In January 1992, the partnership opened a $6 million annual program of security, sanitation, tourist information, public events, and debt service on a major capital improvement bond of $25 million for improvements to the district's streets, sidewalks, and plazas.

As president of 34SP, Biederman has criticized the condition of New York's streetscape and has led efforts to upgrade it.

The BID's design and capital departments have greatly reduced the number of individual newsboxes in the district, and convinced publishers to place their publications in 34SP's own multiple newsboxes.

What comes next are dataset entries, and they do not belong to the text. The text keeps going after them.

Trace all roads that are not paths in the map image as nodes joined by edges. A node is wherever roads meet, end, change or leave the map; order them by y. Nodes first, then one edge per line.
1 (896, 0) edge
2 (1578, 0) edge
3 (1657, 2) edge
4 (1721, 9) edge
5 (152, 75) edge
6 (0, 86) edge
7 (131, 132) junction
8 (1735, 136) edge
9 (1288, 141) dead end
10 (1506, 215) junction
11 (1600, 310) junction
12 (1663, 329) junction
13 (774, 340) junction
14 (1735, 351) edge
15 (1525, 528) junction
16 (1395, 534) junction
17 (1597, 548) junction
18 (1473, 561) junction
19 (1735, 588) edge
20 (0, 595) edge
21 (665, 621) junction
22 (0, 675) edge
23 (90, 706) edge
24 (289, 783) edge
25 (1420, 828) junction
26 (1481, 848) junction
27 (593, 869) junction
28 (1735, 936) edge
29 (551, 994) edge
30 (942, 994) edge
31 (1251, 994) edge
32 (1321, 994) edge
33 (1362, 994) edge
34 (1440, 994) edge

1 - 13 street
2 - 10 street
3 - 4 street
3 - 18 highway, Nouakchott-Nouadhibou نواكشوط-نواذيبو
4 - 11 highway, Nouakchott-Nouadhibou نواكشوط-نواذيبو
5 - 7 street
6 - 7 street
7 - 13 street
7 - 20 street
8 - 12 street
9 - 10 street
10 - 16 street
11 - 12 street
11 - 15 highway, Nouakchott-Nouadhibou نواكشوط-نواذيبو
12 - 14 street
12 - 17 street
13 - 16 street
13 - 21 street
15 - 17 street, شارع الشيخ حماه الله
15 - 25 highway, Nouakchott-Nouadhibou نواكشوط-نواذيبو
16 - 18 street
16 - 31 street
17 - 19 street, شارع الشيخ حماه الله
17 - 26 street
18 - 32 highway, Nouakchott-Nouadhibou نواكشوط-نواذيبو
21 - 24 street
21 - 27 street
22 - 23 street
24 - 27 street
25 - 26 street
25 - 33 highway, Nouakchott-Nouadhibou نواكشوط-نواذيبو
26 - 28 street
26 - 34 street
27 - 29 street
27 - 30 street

==Grand Central Partnership==
In 1984 then-mayor Ed Koch, at the behest of executives from many of the Fortune 500 companies headquartered near Grand Central Terminal in New York, asked Biederman to help make the downtrodden area around the terminal commensurate with the offices nearby. Biederman formed the Grand Central Partnership (GCP), a business improvement district that provided enhanced security, sanitation, and streetscape improvements to the area.

After a series of disagreements with then-mayor Rudy Giuliani over rules governing BIDs, Biederman resigned from GCP in 1998. He continues to serve as president of Bryant Park Corporation and 34th Street Partnership.

==Biederman Redevelopment Ventures==
Biederman Redevelopment Ventures (BRV) specializes in creating and operating redevelopment projects in the public realm.